Congress is currently out for recess, so it is unlikely any action will happen until they return in September. This is a developing story, and we will keep you updated.
President Trump unveiled a new rule on Monday that would dramatically cut both the number of immigrants living legally in the U.S. and the number of people legally immigrating to the U.S. Under this “public charge” rule, the government could deny green card and visa applications for those with lower incomes and education placing a larger emphasis on enrollment in public benefits, like Medicaid, food stamps or housing vouchers. The term “public charge” refers to someone who is “primarily dependent” on government assistance, which the U.S. quantifies as over half your income.
When asked about the rule, acting U.S. Citizenship and Immigration Services Director Ken Cuccinelli said it would emphasize “self-reliance and self-sufficiency for those seeking to come to or stay in the United States.”
New York Attorney General Letitia James says she will challenge the rule. “President Trump’s new public charge rule is yet one more example of his administration turning its back on people fighting to make a better life for them and their families. Under this rule, children will go hungry; families will go without medical care. I am committed to defending all of New York’s communities, which is why I intend to sue the Trump administration over this egregious rule.”
The rule is expected to impact roughly 382,000 people. There are exemptions for those receiving military service benefits, pregnant women receiving Medicaid benefits, children under 21 years old and those receiving emergency medical care. However, even with the exemptions, this rule may dissuade some immigrants from seeking cancer screening and early detection services.
The public charge rule on immigration will take effect on October 15, 2019.
White House counselor Kellyanne Conway last week told reporters President Trump plans to release an “elaborate” health care plan when Congress returns from recess in September aimed at reducing drug prices.
“We’re working every single day here,” Conway told reporters. “I’ve already been in meetings this morning on the president’s health care plan. It’s pretty impressive.”
In addition to lowering drug prices, the plan is expected to address pre-existing conditions and new programs for those without insurance. There would also be a move to revamp the Medicaid system and allow beneficiaries to purchase coverage outside their employers.
“We’re making sure there’s more freedom in the health care system,” Conway said.
Though little is known about the details at this point, the president hinted at coming changes at a rally in Cincinnati, Ohio last week, saying he had “even bigger” plans for health care coming.

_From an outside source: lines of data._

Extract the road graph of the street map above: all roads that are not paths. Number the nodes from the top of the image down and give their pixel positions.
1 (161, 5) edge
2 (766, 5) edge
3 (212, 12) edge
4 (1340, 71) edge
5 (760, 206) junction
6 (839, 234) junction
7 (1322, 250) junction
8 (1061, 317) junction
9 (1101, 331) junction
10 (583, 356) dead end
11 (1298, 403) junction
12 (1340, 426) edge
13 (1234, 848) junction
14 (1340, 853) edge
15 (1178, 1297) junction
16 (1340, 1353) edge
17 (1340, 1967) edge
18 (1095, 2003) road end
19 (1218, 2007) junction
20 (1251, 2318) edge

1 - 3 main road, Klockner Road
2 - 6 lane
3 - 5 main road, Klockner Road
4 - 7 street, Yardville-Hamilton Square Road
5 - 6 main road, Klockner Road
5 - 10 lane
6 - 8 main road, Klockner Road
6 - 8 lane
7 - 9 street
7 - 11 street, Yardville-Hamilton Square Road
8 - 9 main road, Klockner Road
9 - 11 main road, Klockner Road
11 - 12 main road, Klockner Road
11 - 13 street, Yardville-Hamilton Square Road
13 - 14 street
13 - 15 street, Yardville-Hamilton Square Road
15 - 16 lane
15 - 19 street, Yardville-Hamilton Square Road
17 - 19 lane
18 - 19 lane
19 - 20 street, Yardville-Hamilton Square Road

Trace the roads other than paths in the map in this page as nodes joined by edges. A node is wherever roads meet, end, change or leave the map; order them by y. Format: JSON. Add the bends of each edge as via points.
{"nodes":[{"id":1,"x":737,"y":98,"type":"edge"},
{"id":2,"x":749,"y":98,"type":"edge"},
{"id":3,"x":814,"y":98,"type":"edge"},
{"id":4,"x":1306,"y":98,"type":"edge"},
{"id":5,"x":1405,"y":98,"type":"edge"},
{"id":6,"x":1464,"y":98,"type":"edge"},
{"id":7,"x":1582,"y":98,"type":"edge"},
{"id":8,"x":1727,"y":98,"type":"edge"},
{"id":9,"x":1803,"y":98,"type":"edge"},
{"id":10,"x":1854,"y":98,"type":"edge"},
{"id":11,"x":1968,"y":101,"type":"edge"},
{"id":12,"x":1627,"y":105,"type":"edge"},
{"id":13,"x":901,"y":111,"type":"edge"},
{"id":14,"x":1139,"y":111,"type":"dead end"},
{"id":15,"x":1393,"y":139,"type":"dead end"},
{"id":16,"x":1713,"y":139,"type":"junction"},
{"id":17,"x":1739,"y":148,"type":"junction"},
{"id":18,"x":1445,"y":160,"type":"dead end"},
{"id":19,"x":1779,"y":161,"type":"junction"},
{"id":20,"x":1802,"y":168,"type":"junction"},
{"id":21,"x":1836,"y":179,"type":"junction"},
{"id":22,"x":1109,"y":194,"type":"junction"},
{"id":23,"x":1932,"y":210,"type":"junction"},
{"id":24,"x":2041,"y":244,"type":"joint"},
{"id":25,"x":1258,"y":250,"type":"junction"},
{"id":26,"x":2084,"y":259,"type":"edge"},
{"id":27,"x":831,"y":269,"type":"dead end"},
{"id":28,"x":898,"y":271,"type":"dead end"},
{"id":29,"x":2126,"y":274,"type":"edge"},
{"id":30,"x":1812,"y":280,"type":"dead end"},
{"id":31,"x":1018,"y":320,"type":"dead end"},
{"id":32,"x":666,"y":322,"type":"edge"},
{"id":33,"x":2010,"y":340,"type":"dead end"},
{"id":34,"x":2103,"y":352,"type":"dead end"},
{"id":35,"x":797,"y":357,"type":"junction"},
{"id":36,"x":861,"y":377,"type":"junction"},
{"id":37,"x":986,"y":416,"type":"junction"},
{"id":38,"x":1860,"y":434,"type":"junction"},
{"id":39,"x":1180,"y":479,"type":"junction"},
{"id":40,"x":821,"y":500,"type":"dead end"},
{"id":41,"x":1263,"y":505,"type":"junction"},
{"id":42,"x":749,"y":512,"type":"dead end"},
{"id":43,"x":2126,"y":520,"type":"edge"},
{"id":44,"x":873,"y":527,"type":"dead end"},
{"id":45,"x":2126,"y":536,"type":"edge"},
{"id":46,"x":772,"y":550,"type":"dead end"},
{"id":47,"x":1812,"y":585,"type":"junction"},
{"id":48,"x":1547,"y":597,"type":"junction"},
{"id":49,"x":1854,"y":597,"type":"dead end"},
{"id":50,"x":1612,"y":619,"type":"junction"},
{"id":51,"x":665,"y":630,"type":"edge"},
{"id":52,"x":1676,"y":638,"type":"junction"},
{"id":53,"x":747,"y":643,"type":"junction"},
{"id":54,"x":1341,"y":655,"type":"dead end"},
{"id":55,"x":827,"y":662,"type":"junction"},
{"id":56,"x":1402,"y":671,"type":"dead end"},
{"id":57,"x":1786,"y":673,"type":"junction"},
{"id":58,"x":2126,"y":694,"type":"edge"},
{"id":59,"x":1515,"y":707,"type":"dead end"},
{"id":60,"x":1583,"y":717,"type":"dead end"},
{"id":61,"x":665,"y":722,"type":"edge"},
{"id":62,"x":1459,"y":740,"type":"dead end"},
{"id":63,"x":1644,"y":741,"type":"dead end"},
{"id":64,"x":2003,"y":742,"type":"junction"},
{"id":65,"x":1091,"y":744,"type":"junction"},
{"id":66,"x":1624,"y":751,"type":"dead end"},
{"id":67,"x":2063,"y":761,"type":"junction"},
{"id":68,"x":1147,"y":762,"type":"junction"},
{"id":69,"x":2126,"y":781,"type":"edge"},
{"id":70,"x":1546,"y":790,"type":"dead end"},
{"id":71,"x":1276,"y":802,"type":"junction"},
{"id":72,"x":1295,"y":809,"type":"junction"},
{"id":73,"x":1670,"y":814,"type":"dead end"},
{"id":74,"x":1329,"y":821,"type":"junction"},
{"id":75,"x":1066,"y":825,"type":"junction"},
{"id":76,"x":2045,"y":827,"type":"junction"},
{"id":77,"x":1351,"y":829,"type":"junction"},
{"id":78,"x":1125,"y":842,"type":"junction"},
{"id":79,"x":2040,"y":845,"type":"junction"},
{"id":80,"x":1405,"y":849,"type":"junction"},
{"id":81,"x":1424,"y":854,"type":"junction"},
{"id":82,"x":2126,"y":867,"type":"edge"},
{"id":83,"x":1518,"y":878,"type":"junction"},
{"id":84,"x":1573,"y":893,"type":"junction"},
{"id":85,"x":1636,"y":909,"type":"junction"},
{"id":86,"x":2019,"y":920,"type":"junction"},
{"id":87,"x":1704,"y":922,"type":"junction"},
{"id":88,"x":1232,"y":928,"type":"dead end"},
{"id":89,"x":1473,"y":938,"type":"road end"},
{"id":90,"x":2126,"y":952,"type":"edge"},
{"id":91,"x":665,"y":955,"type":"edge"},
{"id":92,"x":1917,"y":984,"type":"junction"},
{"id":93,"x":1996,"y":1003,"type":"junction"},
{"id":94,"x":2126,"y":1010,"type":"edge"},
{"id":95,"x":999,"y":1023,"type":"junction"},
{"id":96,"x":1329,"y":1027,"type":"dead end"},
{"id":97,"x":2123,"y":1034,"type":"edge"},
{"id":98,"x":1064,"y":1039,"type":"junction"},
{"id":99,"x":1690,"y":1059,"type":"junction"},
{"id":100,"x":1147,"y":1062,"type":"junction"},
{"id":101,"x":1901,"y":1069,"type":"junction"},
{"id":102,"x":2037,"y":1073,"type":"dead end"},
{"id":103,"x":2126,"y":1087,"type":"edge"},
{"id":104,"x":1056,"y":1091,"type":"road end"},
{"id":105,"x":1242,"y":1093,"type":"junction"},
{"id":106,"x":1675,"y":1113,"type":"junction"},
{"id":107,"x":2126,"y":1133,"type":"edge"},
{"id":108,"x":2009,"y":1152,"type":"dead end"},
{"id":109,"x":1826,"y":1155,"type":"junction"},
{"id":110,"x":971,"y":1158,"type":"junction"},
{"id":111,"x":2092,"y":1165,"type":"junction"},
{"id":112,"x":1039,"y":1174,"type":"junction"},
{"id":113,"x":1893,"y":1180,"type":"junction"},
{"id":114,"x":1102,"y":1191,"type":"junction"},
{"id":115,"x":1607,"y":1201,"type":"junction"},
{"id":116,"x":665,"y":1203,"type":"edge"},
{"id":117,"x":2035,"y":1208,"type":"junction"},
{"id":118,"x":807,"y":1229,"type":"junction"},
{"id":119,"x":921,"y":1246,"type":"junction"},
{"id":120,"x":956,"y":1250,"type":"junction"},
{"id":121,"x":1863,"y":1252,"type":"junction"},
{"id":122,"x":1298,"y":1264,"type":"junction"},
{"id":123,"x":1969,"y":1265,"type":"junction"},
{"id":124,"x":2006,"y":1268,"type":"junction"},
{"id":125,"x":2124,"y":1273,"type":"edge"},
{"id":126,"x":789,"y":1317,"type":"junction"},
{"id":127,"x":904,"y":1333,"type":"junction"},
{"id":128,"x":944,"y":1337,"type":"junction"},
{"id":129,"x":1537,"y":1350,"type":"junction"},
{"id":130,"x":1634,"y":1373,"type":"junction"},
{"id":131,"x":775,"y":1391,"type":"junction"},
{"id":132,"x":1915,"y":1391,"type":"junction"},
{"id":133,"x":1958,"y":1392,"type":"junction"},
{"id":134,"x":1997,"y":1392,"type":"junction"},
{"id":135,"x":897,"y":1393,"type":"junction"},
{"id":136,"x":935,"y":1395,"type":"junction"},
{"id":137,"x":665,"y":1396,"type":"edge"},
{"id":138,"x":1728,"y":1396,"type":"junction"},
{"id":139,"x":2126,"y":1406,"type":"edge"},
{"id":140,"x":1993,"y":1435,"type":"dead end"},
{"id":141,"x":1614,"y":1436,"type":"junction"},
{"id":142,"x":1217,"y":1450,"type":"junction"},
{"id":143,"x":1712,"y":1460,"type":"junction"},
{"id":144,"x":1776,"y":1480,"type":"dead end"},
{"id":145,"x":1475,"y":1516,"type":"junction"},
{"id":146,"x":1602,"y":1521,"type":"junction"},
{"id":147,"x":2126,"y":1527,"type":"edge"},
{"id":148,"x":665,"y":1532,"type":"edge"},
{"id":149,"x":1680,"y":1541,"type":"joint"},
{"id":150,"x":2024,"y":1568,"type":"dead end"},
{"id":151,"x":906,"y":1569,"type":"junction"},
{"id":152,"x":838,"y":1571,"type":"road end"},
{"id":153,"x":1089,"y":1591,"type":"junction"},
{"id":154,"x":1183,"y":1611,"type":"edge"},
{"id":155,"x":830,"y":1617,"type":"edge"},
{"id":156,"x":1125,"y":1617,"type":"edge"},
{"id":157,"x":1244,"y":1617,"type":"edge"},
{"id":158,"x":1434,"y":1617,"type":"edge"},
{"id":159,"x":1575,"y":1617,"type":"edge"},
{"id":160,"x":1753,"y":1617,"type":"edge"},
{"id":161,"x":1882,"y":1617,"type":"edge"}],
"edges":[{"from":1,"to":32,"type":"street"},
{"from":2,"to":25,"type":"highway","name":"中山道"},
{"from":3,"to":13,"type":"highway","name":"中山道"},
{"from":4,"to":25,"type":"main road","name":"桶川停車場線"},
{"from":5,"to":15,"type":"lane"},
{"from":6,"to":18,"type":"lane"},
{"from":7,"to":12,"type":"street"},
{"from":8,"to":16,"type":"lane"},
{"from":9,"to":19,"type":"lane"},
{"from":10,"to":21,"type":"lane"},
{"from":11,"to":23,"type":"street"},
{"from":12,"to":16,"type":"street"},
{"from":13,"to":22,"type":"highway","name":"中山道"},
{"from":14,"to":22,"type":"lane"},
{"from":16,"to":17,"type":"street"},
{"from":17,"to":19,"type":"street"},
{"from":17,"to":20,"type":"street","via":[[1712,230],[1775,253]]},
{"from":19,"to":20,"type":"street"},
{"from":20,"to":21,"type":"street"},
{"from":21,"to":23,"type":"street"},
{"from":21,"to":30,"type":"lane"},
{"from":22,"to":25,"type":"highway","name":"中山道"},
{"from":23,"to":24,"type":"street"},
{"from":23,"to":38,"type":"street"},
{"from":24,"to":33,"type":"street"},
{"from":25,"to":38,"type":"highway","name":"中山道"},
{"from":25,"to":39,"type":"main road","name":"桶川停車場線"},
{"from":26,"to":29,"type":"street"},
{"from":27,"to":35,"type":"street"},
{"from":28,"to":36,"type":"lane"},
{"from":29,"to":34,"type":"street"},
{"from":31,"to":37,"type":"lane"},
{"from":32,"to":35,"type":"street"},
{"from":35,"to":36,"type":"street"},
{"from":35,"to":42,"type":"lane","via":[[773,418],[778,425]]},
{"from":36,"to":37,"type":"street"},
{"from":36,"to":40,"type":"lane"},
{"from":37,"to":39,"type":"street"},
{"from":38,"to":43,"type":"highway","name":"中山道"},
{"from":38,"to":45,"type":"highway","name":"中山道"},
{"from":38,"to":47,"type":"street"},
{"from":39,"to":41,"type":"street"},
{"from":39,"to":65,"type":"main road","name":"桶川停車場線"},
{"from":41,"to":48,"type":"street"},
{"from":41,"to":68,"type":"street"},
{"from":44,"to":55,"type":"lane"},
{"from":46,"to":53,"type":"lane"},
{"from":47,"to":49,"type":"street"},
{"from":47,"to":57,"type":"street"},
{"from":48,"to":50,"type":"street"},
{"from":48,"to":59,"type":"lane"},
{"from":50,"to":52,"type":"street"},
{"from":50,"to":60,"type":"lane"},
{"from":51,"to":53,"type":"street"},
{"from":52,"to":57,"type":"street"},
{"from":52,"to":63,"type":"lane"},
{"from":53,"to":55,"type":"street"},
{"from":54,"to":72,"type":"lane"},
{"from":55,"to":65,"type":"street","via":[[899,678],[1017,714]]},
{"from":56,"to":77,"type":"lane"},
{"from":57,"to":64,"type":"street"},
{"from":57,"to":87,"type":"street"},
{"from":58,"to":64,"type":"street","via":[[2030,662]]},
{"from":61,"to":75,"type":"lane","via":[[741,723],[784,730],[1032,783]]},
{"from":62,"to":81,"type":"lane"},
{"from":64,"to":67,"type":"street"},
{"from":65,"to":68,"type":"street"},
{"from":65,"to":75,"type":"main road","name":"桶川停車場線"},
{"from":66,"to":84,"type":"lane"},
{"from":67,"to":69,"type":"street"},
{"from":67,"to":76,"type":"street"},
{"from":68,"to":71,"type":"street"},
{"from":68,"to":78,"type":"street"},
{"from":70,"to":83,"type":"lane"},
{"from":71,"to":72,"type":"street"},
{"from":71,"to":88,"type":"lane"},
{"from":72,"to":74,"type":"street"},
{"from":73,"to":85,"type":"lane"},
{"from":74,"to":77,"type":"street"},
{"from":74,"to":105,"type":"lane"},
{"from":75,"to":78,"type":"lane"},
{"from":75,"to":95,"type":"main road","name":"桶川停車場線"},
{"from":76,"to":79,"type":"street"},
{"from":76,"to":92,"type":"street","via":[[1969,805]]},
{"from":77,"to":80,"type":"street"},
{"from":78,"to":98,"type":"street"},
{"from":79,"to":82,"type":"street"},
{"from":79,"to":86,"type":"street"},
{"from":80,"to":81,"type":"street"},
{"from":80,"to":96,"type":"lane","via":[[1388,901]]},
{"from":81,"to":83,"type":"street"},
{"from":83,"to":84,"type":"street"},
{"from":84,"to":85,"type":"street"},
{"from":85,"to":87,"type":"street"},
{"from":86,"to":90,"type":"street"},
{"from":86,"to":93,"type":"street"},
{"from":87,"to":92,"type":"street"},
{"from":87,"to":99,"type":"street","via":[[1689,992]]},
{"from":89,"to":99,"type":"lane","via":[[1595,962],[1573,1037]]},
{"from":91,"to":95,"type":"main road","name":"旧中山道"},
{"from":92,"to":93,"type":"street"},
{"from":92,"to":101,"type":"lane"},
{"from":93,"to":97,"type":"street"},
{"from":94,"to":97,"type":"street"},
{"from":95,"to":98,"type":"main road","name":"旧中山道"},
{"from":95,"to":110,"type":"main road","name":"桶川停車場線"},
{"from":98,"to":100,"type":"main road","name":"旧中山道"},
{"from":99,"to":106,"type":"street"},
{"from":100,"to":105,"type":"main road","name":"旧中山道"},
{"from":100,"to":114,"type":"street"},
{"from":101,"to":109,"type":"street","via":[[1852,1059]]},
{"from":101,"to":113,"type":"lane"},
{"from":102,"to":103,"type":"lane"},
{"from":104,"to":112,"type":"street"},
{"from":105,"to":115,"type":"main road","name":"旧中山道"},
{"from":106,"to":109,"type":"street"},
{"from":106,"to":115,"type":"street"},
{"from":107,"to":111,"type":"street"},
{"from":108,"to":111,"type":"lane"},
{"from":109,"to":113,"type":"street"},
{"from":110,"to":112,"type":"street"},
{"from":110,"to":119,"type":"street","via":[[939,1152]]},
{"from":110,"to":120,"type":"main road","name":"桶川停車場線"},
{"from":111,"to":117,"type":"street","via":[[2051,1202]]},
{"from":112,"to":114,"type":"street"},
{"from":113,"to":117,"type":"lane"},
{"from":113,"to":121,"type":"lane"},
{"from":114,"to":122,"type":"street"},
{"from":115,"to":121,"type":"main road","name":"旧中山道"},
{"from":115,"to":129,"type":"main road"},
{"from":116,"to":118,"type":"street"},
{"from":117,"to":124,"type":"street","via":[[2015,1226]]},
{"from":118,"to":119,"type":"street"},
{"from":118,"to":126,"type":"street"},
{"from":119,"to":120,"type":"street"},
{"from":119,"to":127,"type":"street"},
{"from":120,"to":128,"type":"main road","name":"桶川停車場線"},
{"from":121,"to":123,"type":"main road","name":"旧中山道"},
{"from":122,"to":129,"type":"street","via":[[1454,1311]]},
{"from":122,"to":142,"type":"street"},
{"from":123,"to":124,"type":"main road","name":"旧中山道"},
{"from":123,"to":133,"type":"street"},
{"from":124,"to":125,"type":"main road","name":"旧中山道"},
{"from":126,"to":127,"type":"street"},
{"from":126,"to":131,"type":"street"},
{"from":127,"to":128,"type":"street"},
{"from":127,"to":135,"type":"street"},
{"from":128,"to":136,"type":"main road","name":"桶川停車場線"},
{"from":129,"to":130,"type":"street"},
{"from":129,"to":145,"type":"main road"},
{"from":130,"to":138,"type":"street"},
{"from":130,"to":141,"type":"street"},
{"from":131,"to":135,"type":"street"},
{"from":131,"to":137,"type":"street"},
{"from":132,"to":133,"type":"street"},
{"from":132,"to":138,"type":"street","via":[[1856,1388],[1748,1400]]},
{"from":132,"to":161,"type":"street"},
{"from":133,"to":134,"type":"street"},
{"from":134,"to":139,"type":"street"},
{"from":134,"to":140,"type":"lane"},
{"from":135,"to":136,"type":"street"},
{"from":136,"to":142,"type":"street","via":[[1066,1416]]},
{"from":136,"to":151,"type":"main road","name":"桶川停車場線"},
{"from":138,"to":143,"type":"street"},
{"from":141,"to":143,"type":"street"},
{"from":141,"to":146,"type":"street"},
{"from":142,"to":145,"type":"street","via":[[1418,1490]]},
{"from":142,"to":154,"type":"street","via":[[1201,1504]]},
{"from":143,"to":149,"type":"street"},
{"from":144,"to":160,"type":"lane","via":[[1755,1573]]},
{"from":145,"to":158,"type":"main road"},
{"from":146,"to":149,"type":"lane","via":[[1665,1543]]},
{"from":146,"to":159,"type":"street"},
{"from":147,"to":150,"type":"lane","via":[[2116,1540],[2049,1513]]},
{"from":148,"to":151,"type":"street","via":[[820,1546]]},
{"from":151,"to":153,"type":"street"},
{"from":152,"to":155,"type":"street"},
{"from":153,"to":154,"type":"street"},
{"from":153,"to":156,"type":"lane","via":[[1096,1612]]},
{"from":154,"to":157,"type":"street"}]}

We will monitor the story and keep you informed of any advances.
Last Wednesday, the Centers for Medicare and Medicaid Services (CMS) announced it would be changing the coverage requirements for Chimeric Antigen Receptor T-cell (CAR-T) therapy, a treatment that uses a patient’s own immune cells to fight cancer. As of now, it’s mostly used to treat certain types of lymphoma and leukemia.
This new national coverage determination (NCD) would eliminate the requirement for “coverage with evidence development,” which means that CAR-T cell therapy is only covered by CMS within the context of a clinical trial or study. Since clinical trials are costly, many care facilities do not have the funds or capacity to run them. Without that burden, CMS hopes more hospitals will be able to offer the treatment, expanding access to patients across the country. Hospitals would still be required to participate in post-market studies by providing safety and efficacy data on the therapy to the National Institutes of Health (NIH).
“We’re encouraging providers and patients to participate in the ongoing research underway at the [National Cancer Institute],” CMS Administrator Seema Verma said. “Today’s coverage decision provides consistent and predictable patient access nationwide.”
Proponents of the change said it will improve access to the therapy by encouraging more providers to participate because it removes the added costs of running clinical trials.